Содом и умора: кокетливая проза - [12]

Шрифт
Интервал

Кремы, маски и прочая оздоровительная дребедень, которая по словам Марка меня обязательно омолодит, помогает мало. В лучшем случае, как аутотренинг: намажешь морду белой слизью и начинаешь себе врать. Красота и молодость входят в мои поры… Еще немного и меня будут называть «деточкой», облепят подгузниками, а я буду пускать слюнявые пузыри и пребывать в сладкой уверенности, что жизнь прекрасна…

— Прекрасно… — проговорил я вполголоса, пытаясь убедить себя, что и досуг удался.

Съеденные чипсы отложатся новой жировой прослойкой, а морщин лишь прибавится — я заранее скукожил лицо, думая о том, каким я увижу себя завтра в зеркале — на традиционном ежеутреннем осмотре: эта небольшая выпуклость над трусами еще не похожа арбуз, но когда-нибудь обязательно им станет.

— Прекрасно! Прекрасно! — повторил я, стряхивая неприятные мысли.

На экране телевизора президент, ласково улыбаясь, жал руки людям в спецовках. На их лицах было написано счастье, будто им только что предложили райское блаженство. Везет. Им нет дела до арбузов.

— …Марк в последнее время сам не свой, — нахмурившись, толковал Кирыч. — Все ночи дома. Вечера — тоже. Ему даже звонить реже стали.

— И слава Богу, — сказал я. — Наконец-то можно вздохнуть спокойно. Мне уже надоела эта брачная карусель. То этот Гера, то Гек, теперь какой-то Сережа. Не жизнь, а собачья свадьба.

— Вчера полночи не спал. И стонал. Жалобно так, — сказал Кирыч.

Он поерзал на диване и тот вновь проявил отзывчивость — надрывно заскрипел.

— Ты-то откуда знаешь? — рассердился я. — Тебя же пушкой не разбудишь?!

Признаваться в собственной ненаблюдательности не хотелось. Ведь и правда, когда я часа в три встал воды попить, у Марка свет горел. Рыданий я, правда, никаких не слышал. Но ложь — не в характере Кирыча. Также, как и галлюцинации.

— Смотри, что я у него в сумке нашел! — Кирыч кинул мне на колени толстый том.

Красные буквы на черном фоне кричали: «Все, что вы хотели знать о сексе, но боялись спросить». Автор: А. Кенигсберг. С обратной стороны фолианта на меня смотрел некрасивый тип в очках с толстой оправой и огромным шишковатым лбом — распространенная в литературных кругах порода «дохлый ботаник». Думаю, из всех таинств секса, о которых повествует автор, на практике он постиг лишь секс с самим собой.

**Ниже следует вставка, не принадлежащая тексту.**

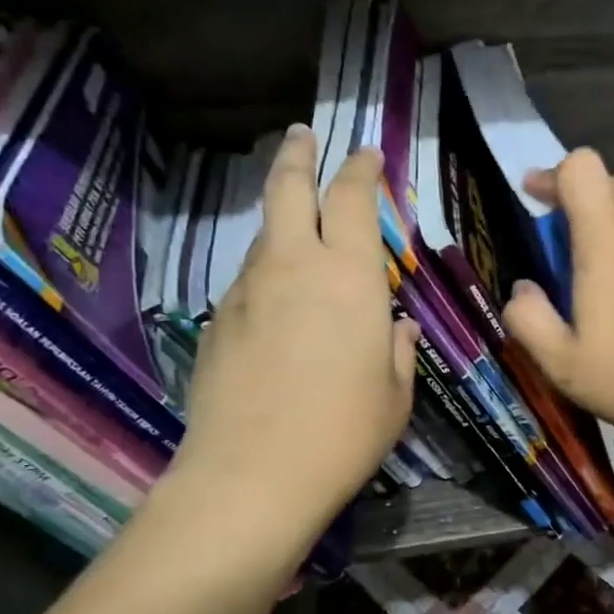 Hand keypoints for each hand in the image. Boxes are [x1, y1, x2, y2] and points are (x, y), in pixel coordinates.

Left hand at [169, 125, 417, 536]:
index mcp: (350, 277)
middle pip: (289, 188)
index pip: (354, 198)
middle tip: (303, 135)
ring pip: (265, 234)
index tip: (366, 154)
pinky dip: (267, 273)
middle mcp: (295, 267)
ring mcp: (248, 290)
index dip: (361, 168)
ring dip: (283, 220)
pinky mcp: (217, 320)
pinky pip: (249, 279)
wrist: (250, 477)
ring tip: (300, 231)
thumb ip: (397, 348)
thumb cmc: (343, 433)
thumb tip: (395, 326)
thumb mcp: (395, 393)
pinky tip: (278, 304)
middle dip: (298, 154)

— Не вижу криминала, — сказал я, возвращая книгу. — Мальчик наконец-то захотел понять, чем же это он занимается последние 10 лет. Взрослеет!

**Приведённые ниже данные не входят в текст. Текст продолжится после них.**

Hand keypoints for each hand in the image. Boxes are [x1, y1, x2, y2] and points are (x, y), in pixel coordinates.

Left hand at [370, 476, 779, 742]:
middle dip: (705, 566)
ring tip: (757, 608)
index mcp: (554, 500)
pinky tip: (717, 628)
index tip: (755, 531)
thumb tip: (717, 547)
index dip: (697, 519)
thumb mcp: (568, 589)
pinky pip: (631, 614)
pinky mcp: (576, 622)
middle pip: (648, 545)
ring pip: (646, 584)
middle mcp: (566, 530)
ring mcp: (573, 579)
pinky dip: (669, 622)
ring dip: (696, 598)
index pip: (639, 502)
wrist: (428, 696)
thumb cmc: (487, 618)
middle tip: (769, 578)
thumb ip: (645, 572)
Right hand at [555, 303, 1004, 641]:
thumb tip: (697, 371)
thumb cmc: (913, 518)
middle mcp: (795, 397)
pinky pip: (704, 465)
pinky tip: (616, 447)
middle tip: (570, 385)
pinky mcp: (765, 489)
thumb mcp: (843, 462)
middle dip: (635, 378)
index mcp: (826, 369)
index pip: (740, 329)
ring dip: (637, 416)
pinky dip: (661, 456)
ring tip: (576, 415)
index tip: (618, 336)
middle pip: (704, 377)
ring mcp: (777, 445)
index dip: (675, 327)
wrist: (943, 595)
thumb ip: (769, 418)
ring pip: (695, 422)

— Закладка лежала здесь, — Кирыч открыл книгу где-то ближе к концу.

Глава называлась «СПИД не спит».

Я растерялся.

Заказывали нерядовой вечер — нате вам, подавитесь!

— Не хочешь ли ты сказать?.. — начал я.

— Вот именно! — со значением сказал Кирыч.

— На Владивосток обрушился буран, — сурово сказал телеведущий, заполняя паузу. — За последние часы высота снежного покрова превысила полтора метра. Движение общественного транспорта парализовано. Подробности в репортаже нашего корреспондента…

Я уставился на экран, делая вид, что меня интересует занесенный снегом город.

Значит так.

Марк вдруг записался в монахи. С нами почти не сплетничает. Вечерами сидит запершись в своей конуре. С пакетом молока!

Я напрягся.

К этому вещественному доказательству стоило отнестись с особым вниманием.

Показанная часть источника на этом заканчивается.